El juez Llamas tomó declaración a varios vecinos y por último a Merceditas, la hija del matrimonio a la que las mujeres del edificio intentaban calmar. Entonces, en el desordenado salón de su casa, contó al juez el horror que su familia había vivido: «Mi madre había pedido a mi hermano Pepe que durmiera con ella. Tenía miedo. Pepe había colocado pestillos en las habitaciones pero mi padre había sacado los tornillos que sujetaban la chapa del cerrador y la puerta se habría sin dificultad. A medianoche los gritos nos despertaron. Mi padre insistía en que mi madre le devolviera el poder, pero ella se negaba. Entonces, se tragó dos pastillas de oxicianuro de mercurio. Conseguimos que tomara el aceite y lo vomitó. Luego cogió un papel y lo dividió en dos trozos. En uno escribió una P, en otro una M, los metió en una taza y los agitó. Le pidió a la mi madre que sacara uno de los papelitos: «Ya comprendo, dijo , si no te doy el poder, me matas». Cortó la luz. Él llevaba una linterna, pero nosotros no veíamos nada. Entonces volvió a su despacho». «Por la mañana mi madre intentó calmarlo. continúa Mercedes Mi hermano quiso salir a pedir ayuda y entonces nos dimos cuenta de que estábamos encerrados. A las dos de la tarde mi padre entró en la habitación. Los tres rodeábamos a nuestra madre, que estaba recostada en la cama. Mi padre tenía una pistola en la mano. Gritamos, abrimos el balcón para pedir auxilio. Cuando Pepe volvió al cuarto, mi padre le disparó».

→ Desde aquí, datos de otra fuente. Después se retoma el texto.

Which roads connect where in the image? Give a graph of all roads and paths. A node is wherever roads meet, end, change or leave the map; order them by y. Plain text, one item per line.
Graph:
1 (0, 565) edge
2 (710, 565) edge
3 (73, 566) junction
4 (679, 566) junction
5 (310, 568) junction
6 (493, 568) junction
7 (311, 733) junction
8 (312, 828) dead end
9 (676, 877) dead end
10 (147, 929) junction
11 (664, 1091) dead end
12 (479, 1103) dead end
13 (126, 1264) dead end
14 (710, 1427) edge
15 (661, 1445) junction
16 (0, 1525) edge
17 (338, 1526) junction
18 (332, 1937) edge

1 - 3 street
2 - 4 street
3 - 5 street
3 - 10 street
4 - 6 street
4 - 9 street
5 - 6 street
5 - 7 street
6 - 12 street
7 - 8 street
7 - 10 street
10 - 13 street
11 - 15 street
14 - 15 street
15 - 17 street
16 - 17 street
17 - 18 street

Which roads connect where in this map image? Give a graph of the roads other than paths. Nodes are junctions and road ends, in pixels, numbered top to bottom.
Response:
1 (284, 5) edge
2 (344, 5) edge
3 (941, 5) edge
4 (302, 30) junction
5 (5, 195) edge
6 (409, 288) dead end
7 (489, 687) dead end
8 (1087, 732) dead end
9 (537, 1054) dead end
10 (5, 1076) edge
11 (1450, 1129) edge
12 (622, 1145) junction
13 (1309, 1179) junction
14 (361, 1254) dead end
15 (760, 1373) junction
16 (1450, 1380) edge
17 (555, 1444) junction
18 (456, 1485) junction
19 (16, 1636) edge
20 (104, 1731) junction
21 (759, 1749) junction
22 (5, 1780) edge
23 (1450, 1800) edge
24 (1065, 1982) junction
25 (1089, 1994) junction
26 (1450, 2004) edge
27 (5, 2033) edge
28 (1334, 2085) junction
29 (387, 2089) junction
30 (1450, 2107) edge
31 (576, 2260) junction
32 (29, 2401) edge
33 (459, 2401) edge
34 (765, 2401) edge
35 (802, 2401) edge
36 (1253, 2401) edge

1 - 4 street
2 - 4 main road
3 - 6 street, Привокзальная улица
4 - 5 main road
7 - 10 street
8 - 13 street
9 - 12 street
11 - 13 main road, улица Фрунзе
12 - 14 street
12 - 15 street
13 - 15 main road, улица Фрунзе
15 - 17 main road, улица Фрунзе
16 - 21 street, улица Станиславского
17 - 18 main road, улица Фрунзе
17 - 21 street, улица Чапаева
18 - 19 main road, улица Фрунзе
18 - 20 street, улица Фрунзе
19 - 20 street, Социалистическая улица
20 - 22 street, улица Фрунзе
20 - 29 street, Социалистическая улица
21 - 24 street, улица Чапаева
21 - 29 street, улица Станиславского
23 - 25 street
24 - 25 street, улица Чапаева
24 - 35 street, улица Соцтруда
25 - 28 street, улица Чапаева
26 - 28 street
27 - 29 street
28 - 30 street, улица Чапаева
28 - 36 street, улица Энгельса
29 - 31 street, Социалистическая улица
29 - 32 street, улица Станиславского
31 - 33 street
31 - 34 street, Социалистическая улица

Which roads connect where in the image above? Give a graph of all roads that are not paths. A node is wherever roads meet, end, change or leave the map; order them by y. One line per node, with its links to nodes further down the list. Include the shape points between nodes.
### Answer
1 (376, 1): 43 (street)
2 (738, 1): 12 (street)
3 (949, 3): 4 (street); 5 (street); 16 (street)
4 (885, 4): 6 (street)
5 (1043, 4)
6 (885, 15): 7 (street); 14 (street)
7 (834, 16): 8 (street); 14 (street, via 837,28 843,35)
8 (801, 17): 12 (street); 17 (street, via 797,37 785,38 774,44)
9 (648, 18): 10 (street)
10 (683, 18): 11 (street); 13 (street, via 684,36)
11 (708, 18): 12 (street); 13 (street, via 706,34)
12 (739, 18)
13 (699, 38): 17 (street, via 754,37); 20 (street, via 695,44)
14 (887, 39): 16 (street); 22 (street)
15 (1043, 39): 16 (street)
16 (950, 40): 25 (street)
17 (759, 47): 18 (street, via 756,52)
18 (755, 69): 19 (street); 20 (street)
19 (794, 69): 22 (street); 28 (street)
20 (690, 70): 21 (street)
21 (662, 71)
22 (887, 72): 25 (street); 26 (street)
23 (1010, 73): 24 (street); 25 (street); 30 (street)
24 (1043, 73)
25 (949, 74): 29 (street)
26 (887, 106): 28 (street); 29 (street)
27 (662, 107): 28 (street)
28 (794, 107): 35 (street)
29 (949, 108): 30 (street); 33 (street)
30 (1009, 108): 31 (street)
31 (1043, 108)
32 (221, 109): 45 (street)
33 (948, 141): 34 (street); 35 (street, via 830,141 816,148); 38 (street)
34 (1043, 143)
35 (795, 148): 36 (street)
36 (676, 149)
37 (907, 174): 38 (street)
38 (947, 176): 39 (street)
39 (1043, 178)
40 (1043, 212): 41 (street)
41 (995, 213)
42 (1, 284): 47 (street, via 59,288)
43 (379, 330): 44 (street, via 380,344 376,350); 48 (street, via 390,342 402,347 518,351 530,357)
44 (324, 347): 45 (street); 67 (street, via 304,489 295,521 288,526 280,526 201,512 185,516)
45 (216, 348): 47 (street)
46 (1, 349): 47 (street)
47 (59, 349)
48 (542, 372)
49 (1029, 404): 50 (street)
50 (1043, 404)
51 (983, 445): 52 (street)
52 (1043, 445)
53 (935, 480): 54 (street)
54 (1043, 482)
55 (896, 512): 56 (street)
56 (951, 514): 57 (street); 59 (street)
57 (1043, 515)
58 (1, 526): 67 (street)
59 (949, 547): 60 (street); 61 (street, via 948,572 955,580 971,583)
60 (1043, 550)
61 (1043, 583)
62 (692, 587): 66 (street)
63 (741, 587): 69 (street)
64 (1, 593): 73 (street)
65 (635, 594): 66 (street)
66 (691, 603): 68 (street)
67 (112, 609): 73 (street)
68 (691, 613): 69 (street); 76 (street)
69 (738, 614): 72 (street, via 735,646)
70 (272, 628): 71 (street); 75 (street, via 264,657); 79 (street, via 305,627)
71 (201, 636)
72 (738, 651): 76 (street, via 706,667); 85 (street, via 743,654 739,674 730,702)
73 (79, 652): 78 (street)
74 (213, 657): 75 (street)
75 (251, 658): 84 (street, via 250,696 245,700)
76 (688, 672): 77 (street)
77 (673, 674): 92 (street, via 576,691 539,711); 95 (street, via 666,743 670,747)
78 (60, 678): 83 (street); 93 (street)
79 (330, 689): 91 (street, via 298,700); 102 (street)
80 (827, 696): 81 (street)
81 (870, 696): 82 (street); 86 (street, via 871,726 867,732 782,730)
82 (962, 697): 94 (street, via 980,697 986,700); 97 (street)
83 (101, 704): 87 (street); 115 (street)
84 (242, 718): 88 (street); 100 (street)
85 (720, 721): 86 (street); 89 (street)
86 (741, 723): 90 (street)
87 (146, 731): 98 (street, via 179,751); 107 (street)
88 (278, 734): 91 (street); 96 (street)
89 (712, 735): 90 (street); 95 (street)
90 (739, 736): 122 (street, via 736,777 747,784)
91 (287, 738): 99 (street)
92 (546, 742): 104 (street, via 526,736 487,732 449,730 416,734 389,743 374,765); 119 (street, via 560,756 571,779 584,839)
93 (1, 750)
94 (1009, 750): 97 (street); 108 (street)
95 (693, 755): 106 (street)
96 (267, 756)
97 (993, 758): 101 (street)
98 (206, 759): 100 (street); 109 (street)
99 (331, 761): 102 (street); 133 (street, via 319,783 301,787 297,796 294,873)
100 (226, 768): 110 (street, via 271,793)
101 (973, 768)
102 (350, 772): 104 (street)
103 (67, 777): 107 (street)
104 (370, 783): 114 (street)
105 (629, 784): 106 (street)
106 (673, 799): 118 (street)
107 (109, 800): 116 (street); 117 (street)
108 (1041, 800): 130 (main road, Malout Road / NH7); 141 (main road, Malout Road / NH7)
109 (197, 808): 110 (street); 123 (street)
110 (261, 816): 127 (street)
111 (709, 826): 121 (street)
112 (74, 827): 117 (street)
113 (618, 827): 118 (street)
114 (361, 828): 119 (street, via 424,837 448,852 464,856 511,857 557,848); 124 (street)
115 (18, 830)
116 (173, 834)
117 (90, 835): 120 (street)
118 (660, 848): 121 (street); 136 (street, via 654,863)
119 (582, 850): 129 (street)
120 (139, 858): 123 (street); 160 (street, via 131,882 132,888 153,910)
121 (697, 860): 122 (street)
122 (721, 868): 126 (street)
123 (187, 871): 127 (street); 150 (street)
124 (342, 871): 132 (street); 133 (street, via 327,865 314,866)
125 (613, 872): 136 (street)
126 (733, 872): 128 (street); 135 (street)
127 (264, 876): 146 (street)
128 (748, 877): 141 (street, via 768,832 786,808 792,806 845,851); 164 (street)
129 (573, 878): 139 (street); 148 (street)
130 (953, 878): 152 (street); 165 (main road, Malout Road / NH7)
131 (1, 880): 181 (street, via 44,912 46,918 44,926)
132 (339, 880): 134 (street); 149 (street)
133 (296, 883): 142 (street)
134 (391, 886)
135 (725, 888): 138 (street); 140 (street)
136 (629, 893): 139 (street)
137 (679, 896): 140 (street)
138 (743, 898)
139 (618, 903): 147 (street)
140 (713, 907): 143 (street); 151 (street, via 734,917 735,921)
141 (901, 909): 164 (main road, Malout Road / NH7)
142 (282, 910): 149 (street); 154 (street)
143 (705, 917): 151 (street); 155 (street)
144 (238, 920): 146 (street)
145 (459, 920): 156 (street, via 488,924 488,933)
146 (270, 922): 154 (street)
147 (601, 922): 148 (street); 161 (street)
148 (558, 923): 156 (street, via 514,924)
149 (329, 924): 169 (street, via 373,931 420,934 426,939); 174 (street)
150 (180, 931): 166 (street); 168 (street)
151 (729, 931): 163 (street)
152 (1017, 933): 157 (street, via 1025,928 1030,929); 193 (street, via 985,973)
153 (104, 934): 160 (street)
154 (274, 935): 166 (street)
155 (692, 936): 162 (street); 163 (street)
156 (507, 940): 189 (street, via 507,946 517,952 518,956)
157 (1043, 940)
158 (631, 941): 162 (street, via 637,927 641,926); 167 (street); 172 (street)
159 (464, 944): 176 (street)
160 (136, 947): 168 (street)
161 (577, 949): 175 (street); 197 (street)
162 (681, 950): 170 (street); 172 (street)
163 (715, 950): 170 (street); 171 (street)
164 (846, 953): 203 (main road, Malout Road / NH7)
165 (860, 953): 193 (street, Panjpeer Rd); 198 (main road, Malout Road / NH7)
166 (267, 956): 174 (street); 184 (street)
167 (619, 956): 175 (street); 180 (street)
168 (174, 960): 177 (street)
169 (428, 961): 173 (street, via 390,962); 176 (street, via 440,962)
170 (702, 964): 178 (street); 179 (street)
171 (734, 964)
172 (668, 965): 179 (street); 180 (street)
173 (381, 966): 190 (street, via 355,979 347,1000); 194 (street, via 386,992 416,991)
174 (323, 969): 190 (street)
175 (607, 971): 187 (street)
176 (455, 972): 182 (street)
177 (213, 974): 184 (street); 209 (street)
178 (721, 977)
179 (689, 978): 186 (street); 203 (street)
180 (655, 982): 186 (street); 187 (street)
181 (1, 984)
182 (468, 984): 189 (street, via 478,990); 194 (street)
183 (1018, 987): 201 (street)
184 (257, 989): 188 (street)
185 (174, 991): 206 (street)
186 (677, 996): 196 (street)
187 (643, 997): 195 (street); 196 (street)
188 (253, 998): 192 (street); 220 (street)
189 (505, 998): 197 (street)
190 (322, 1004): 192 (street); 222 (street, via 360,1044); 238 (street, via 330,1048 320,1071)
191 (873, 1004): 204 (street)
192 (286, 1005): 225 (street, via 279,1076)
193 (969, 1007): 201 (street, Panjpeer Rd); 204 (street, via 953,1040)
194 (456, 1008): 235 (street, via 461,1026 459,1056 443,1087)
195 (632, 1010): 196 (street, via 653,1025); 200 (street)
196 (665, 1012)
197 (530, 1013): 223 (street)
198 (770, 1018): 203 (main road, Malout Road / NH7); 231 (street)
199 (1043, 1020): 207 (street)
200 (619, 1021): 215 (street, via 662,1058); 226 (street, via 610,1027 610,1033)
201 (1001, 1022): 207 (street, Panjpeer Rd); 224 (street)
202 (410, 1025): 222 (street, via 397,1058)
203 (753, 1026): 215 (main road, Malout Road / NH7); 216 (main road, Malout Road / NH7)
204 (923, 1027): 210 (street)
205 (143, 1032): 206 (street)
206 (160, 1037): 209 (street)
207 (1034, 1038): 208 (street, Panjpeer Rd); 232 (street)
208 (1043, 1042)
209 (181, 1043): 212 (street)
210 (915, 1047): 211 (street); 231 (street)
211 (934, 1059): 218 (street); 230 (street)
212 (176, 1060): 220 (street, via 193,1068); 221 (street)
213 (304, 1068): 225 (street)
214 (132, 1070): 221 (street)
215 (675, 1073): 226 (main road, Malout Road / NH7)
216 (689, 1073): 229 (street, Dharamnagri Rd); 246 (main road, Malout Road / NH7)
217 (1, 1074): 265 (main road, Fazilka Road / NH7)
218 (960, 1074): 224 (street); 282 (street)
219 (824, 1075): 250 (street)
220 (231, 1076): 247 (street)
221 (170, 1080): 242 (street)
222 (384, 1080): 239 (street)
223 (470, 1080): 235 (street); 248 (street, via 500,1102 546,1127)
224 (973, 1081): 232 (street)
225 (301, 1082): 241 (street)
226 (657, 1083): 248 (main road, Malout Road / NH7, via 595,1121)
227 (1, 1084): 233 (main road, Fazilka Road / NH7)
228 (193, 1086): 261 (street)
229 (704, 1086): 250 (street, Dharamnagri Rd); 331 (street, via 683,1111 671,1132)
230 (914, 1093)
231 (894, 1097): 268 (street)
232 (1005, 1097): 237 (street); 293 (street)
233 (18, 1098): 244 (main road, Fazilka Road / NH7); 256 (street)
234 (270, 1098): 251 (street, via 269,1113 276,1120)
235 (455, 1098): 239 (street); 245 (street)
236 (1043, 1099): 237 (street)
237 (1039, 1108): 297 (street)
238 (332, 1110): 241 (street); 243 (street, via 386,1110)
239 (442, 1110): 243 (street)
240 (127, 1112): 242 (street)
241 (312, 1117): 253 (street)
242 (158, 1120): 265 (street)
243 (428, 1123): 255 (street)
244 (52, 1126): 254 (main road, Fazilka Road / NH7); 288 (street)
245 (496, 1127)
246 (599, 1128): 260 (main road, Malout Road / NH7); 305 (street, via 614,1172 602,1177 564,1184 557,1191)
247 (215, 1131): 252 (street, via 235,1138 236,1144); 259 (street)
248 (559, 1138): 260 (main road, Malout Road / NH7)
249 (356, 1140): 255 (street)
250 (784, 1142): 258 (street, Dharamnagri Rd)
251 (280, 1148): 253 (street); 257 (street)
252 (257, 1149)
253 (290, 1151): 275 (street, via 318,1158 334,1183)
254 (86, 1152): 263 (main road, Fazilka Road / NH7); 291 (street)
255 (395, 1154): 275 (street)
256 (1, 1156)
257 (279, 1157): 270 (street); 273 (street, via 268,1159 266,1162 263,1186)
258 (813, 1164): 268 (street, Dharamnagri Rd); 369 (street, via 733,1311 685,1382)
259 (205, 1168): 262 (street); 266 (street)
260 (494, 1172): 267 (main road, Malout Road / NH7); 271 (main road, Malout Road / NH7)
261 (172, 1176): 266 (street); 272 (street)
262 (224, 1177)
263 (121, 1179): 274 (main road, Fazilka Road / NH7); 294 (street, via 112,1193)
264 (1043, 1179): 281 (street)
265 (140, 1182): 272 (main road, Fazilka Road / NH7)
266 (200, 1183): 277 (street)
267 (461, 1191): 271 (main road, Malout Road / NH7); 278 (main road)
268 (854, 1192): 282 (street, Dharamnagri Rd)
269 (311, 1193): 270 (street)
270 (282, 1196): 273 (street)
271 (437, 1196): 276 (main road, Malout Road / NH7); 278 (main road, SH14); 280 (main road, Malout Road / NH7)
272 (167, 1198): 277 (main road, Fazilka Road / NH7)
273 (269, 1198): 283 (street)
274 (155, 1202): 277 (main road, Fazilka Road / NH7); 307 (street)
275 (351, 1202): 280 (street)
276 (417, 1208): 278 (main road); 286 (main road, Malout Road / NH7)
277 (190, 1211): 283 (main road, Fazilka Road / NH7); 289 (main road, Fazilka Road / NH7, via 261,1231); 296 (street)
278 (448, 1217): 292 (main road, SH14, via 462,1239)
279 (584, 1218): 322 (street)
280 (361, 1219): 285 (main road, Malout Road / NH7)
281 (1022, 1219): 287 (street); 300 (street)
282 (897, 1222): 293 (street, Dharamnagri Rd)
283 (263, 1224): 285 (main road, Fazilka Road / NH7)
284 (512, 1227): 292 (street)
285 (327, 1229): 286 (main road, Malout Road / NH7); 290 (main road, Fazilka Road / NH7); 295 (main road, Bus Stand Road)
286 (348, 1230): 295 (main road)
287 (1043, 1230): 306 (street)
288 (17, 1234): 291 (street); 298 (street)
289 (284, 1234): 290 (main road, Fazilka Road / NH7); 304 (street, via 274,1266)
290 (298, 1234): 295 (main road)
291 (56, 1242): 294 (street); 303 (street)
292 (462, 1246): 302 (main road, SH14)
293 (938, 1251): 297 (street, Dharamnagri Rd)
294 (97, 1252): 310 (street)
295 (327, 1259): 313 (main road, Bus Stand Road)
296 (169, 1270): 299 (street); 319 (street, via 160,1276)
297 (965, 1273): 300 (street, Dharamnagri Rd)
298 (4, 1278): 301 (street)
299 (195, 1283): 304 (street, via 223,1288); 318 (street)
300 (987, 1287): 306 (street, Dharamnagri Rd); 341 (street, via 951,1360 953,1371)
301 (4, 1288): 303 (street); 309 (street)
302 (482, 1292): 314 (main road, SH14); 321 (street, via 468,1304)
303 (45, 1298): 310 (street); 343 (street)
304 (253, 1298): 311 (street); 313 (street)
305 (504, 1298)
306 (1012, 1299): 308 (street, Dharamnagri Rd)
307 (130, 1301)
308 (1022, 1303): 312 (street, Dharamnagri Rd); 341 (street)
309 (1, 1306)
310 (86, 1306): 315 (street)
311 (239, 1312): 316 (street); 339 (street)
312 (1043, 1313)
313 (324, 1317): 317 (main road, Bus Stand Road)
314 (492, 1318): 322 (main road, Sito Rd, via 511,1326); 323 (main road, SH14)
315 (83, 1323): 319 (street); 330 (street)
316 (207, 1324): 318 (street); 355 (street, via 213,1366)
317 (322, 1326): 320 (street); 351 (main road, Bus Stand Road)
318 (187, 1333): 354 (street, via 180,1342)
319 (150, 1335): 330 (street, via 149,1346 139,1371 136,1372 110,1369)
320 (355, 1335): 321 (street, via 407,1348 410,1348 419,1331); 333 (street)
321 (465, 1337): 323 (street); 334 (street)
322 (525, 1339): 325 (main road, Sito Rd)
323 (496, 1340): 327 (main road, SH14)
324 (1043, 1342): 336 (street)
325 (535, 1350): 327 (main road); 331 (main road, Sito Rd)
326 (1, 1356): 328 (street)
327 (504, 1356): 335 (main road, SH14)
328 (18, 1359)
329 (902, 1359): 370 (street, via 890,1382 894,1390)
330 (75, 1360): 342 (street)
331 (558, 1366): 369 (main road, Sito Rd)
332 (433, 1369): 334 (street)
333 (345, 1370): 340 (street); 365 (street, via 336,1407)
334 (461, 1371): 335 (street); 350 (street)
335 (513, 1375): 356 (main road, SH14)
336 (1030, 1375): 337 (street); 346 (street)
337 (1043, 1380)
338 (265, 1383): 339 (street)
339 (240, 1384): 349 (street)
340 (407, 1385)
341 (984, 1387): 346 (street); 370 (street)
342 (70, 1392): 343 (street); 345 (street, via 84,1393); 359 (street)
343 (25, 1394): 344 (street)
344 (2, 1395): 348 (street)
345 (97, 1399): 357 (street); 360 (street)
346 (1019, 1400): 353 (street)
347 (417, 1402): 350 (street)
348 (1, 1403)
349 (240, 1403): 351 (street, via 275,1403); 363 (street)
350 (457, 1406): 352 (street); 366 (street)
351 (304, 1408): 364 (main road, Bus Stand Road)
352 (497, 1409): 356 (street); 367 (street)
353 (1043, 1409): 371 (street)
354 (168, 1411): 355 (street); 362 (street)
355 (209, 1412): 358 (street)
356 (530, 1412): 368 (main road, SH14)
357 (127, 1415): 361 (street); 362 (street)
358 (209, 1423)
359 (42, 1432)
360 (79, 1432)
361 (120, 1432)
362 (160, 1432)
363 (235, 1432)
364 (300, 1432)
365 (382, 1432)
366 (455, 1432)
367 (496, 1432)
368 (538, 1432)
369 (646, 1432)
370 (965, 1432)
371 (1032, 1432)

«Doña Mercedes dio un grito de angustia y quedó desvanecida. El criminal, sin abandonar su posición volvió el arma contra la señora y le disparó dos veces» teclea el redactor su crónica.

Onieva fue condenado por dos delitos de parricidio, uno consumado y otro frustrado, a la pena de muerte conmutada más tarde por cadena perpetua, por atenuante de arrebato.